好井裕明:「あたりまえ」を疑う社会学 質的調査のセンス

「あたりまえ」を疑う社会学 質的調査のセンス (光文社新書)

「あたりまえ」を疑う社会学 質的調査のセンス (光文社新書)

数量的な変数を数えるのでなく、話された内容や仕草など、いわゆる「質的」と言われる物事を観察の対象とする「質的調査」について、その構造とマナーを説いた本。


論旨は理解できるし、ある程度は納得できるのだが、いまいちピンと来ない。まず、第一章では数量的調査の質について疑問が提示されるのだが、基本的には質の悪い調査の質を問題としているために、極めて当たり前の事柄を述べている気がする。指摘事項も、社会心理学の教科書を見れば全て書いてあるのではないか。数量的調査と質的調査の違い、またそれぞれの長所と短所は、まさにその「質」にあるのであり、もっと鋭く、端的に議論ができたと思う。

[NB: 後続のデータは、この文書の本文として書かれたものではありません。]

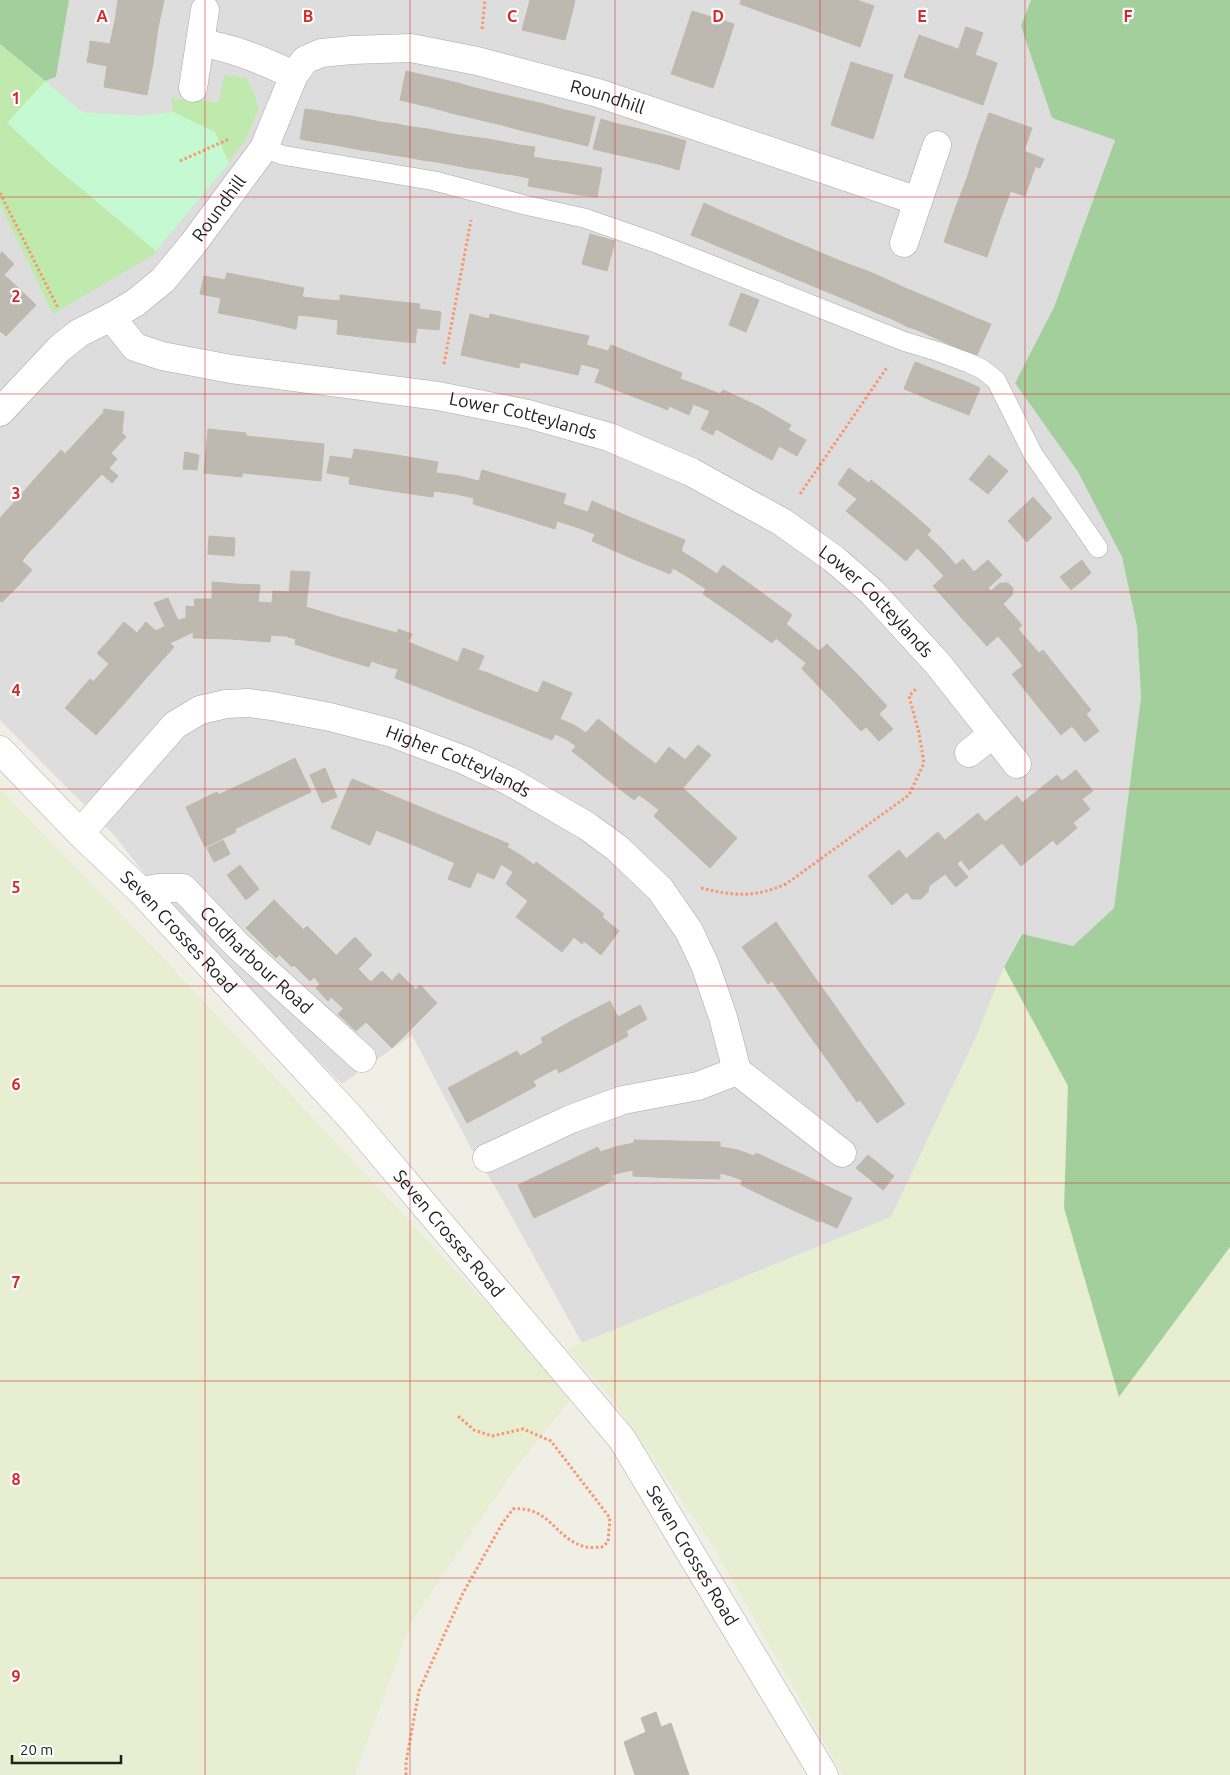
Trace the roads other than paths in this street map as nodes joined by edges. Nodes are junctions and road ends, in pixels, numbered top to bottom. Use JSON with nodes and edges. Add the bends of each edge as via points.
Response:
{"nodes":[{"id":1,"x":205,"y":10,"type":"dead end"},
{"id":2,"x":200,"y":43,"type":"junction"},
{"id":3,"x":294,"y":75,"type":"junction"},
{"id":4,"x":193,"y":88,"type":"dead end"},
{"id":5,"x":937,"y":145,"type":"dead end"},
{"id":6,"x":264,"y":148,"type":"junction"},
{"id":7,"x":918,"y":201,"type":"junction"},
{"id":8,"x":904,"y":243,"type":"dead end"},
{"id":9,"x":111,"y":317,"type":"junction"},
{"id":10,"x":0,"y":412,"type":"edge"},
{"id":11,"x":1098,"y":548,"type":"dead end"},
{"id":12,"x":993,"y":734,"type":"junction"},
{"id":13,"x":0,"y":750,"type":"edge"},
{"id":14,"x":969,"y":753,"type":"dead end"},
{"id":15,"x":1017,"y":764,"type":"dead end"},
{"id":16,"x":80,"y":833,"type":"junction"},
{"id":17,"x":141,"y":891,"type":"junction"},
{"id":18,"x":362,"y":1058,"type":"dead end"},
{"id":19,"x":737,"y":1071,"type":"junction"},
{"id":20,"x":842,"y":1153,"type":"dead end"},
{"id":21,"x":487,"y":1158,"type":"dead end"},
{"id":22,"x":824,"y":1775,"type":"edge"}],
"edges":[{"from":1,"to":2,"type":"street"},
{"from":2,"to":3,"type":"street","via":[[251,55]]},
{"from":2,"to":4,"type":"street"},
{"from":3,"to":6,"type":"street","name":"Roundhill"},
{"from":3,"to":7,"type":"street","name":"Roundhill","via":[[306,60],[322,53],[352,50],[411,48],[477,61],[598,93]]},
{"from":5,"to":7,"type":"street"},
{"from":6,"to":9,"type":"street","name":"Roundhill","via":[[163,280],[135,303]]},
{"from":6,"to":11,"type":"lane","via":[[282,155],[434,181],[593,221],[982,369],[996,380],[1033,454]]},
{"from":7,"to":8,"type":"street"},
{"from":9,"to":10,"type":"street","via":[[80,333],[59,349]]},
{"from":9,"to":12,"type":"street","name":"Lower Cotteylands","via":[[135,347],[162,356],[230,369],[438,396],[528,414],[609,437],[692,472],[782,522],[834,559],[872,592],[938,664]]},
{"from":12,"to":14,"type":"street"},
{"from":12,"to":15,"type":"street","name":"Lower Cotteylands"},
{"from":13,"to":16,"type":"street","name":"Seven Crosses Road"},
{"from":16,"to":17,"type":"street","name":"Seven Crosses Road"},
{"from":16,"to":19,"type":"street","name":"Higher Cotteylands","via":[[175,726],[200,710],[248,703],[330,717],[392,733],[509,781],[587,826],[617,848],[660,889],[689,931],[705,965]]},
{"from":17,"to":18,"type":"street","name":"Coldharbour Road","via":[[183,888],[238,946]]},
{"from":17,"to":22,"type":"street","name":"Seven Crosses Road","via":[[351,1118],[622,1439]]},
{"from":19,"to":20,"type":"street"},
{"from":19,"to":21,"type":"street","via":[[698,1086],[615,1103],[572,1118]]}]}
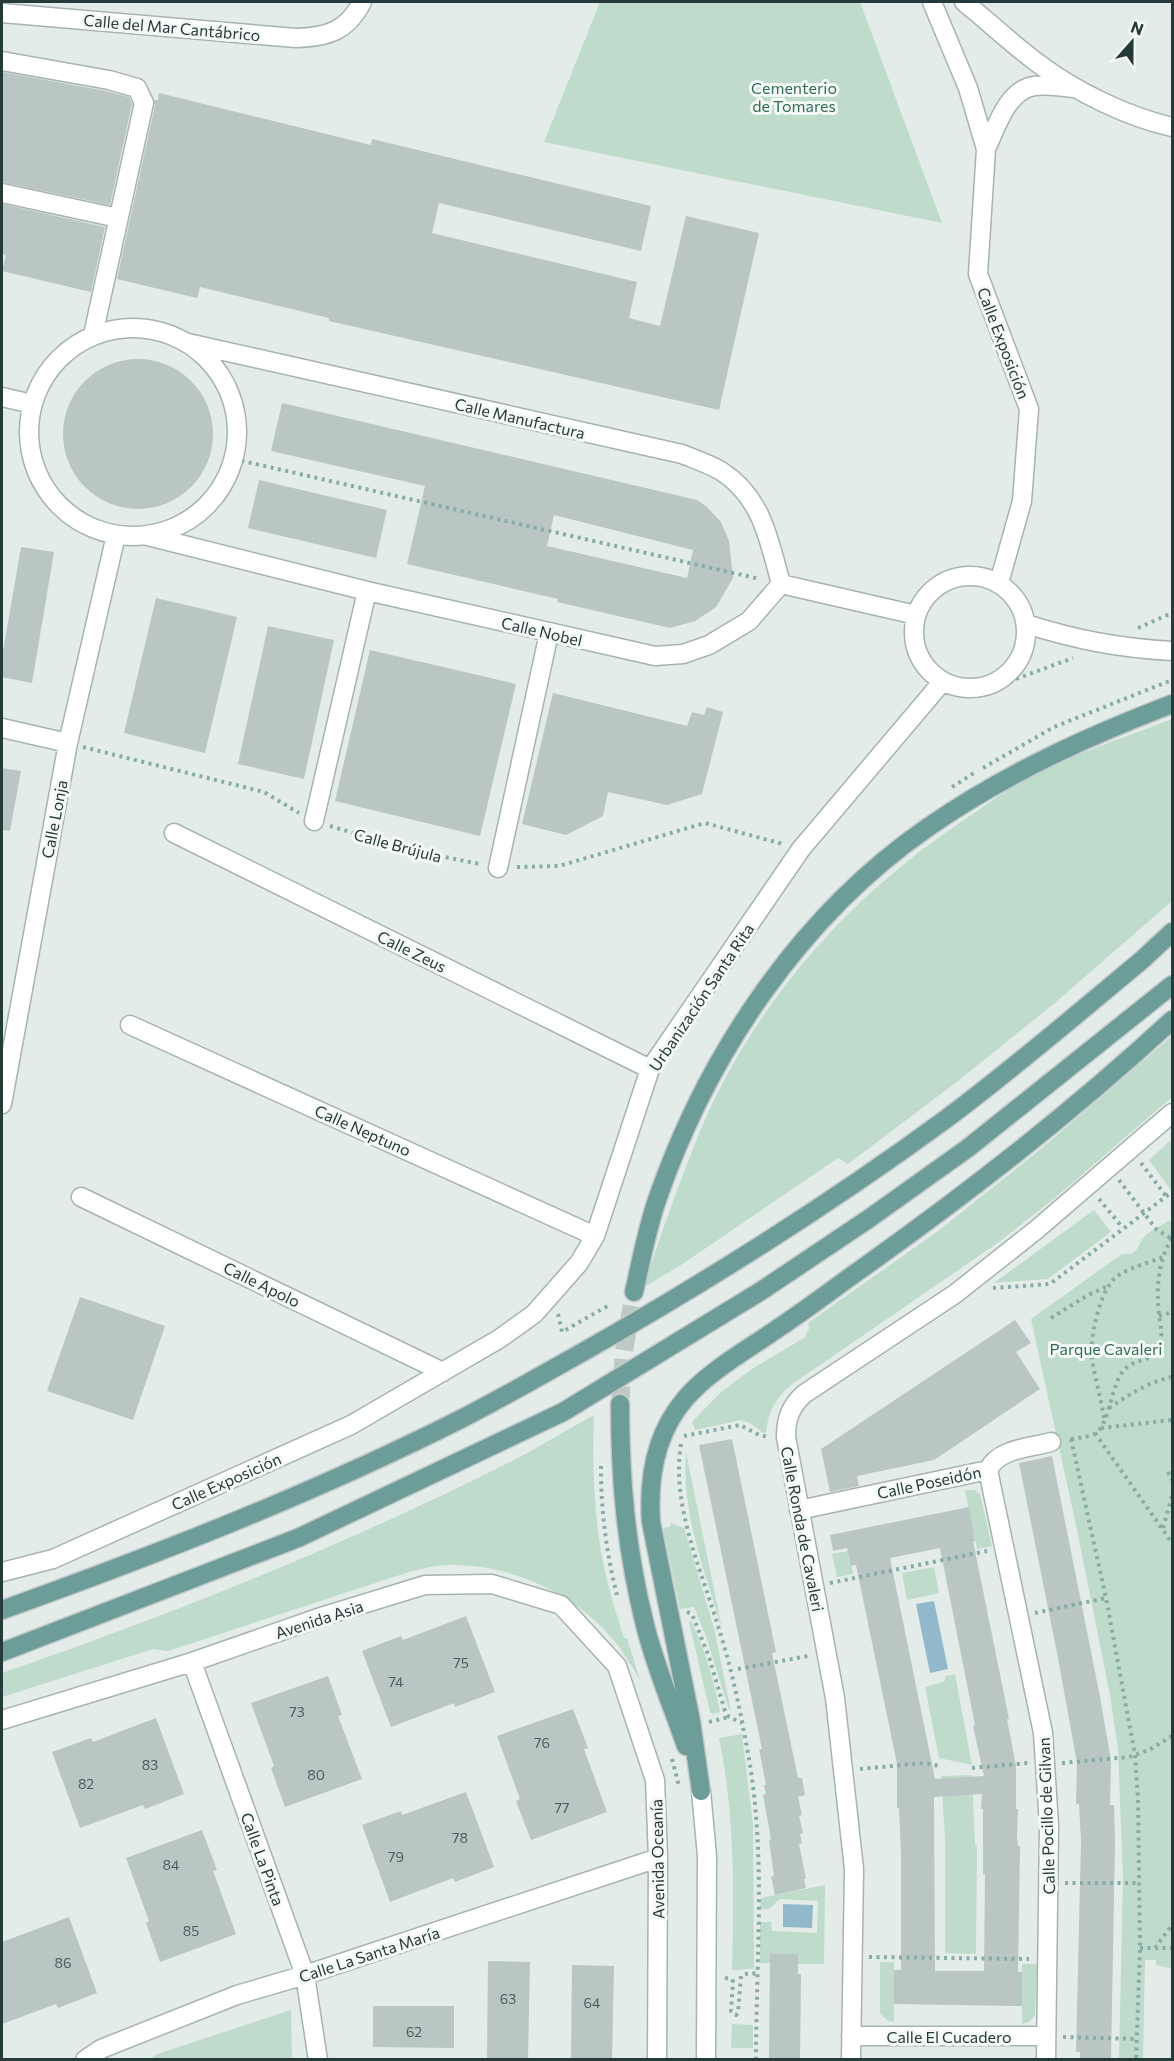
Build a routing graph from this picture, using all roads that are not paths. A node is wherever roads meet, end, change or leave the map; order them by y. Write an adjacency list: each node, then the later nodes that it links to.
1 (362, 2): 4 (street, Calle del Mar Cantábrico)
2 (932, 2): 8 (street, Calle Exposición)
3 (964, 2): 6 (street)
4 (2, 13)
5 (2, 61): 10 (street)
6 (1075, 88): 7 (street); 8 (street)
7 (1173, 127)
8 (986, 149): 17 (street, Calle Exposición)
9 (2, 193): 10 (street)
10 (118, 219): 11 (street)
11 (93, 335): 12 (street); 14 (street)
12 (188, 343): 16 (street); 18 (street, Calle Manufactura)
13 (2, 397): 14 (street)
14 (32, 404): 15 (street)
15 (116, 535): 16 (street); 27 (street, Calle Lonja)
16 (148, 536): 19 (street, Calle Nobel)
17 (999, 583): 20 (street); 21 (street)
18 (781, 584): 20 (street); 22 (street, Calle Nobel)
19 (367, 591): 22 (street, Calle Nobel); 28 (street)
20 (916, 615): 24 (street)
21 (1026, 624): 23 (street); 24 (street)
22 (549, 633): 30 (street)
23 (1173, 651)
24 (940, 683): 35 (street, Urbanización Santa Rita)
25 (1173, 704): 40 (main road)
26 (2, 728): 27 (street)
27 (68, 743): 36 (street, Calle Lonja)
28 (314, 821)
29 (174, 833): 35 (street, Calle Zeus)
30 (498, 868)
31 (1173, 932): 47 (main road)
32 (1173, 985): 48 (main road)
33 (1173, 1020): 52 (main road)
34 (130, 1025): 39 (street, Calle Neptuno)
35 (650, 1069): 39 (street, Urbanización Santa Rita)
36 (2, 1104)
37 (1173, 1113): 45 (street, Calle Ronda de Cavaleri)
38 (81, 1197): 41 (street, Calle Apolo)
39 (595, 1236): 41 (street, Urbanización Santa Rita)
40 (634, 1292)
41 (443, 1372): 46 (street, Calle Exposición)
42 (620, 1404): 52 (main road)
43 (1051, 1442): 44 (street, Calle Poseidón)
44 (988, 1470): 45 (street, Calle Poseidón); 56 (street, Calle Pocillo de Gilvan)
45 (800, 1510): 55 (street, Calle Ronda de Cavaleri)
46 (2, 1572)
47 (2, 1610)
48 (2, 1652)
49 (192, 1662): 50 (street, Avenida Asia); 51 (street, Avenida Asia); 54 (street, Calle La Pinta)
50 (617, 1666): 53 (street, Avenida Oceanía)
51 (2, 1720)
52 (701, 1791): 60 (street)
53 (658, 1858): 54 (street, Calle La Santa María); 59 (street, Avenida Oceanía)
54 (304, 1975): 57 (street, Calle La Santa María); 58 (street, Calle La Pinta)
55 (851, 2036): 56 (street, Calle El Cucadero); 61 (street, Calle Ronda de Cavaleri)
56 (1046, 2036): 62 (street, Calle Pocillo de Gilvan)
57 (85, 2060)
58 (318, 2060)
59 (657, 2060)
60 (705, 2060)
61 (851, 2060)
62 (1046, 2060)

質的調査に関する説明の組み立ては、非常にわかりやすく、かつ妥当なものだと感じた。しかし、いったい何のために質的調査をするのか、その結果にはどのような「意味」があるのか、なかなか見えてこない。「あるものになる」と題された章では、大学院生が大衆演芸の一座に弟子入りし、その中での葛藤をレポートした論文が取り上げられるのだが、この位置づけも分かりづらい。著者は、このエスノグラフィーを、「役柄と自分の存在との距離や隙間」に対するリアルな問いであると位置づけるが、引用部分を読んで感じるのはむしろ行き詰まった大学院生の鬱々とした日記であり、社会に対するリアルな問いも希望も救いも大して感じられない。いったいこれを読んで、何を学べば良いのか。就職すれば誰でも感じることなのではないか。


「「あたりまえ」を疑う」という章で書かれていることもいちいちもっともなのだが、なんだかこれも不思議だ。そもそも、「あたりまえ」を疑わない社会学者なんていてもよいのか。しかも、著者もそこまで厳密に「あたりまえ」を疑っていないような気がする。例えば同性愛者の人々を指す人称代名詞に「彼」が使われているのだが、女性がいてもおかしくない文脈である。また、カテゴリー化の権力を語る一方で、「障害者」というカテゴリーがカッコなしに使われているのだが、このカテゴリー化については何か思うところは無いのだろうか。そこまで問うのはフェアでも無く、揚げ足取りだと言われるかも知れないが、そう問いたくなる雰囲気が感じられてしまう。


おそらく全体を通しての違和感は、「社会」を自分が抜け出すことのできない視点から見たときの息苦しさや違和感が伝わってくることがなく、かつ「正しい質的調査」や「正しい社会学」があるかのような、極めて教育的な態度が感じられることに原因がある気がしてきた。ただ、確かに質的調査の「意義」や「使い方」は極めて議論が難しいところでもあり、このような入門書を書くと言うことも大変な作業であることは理解ができるのであるが。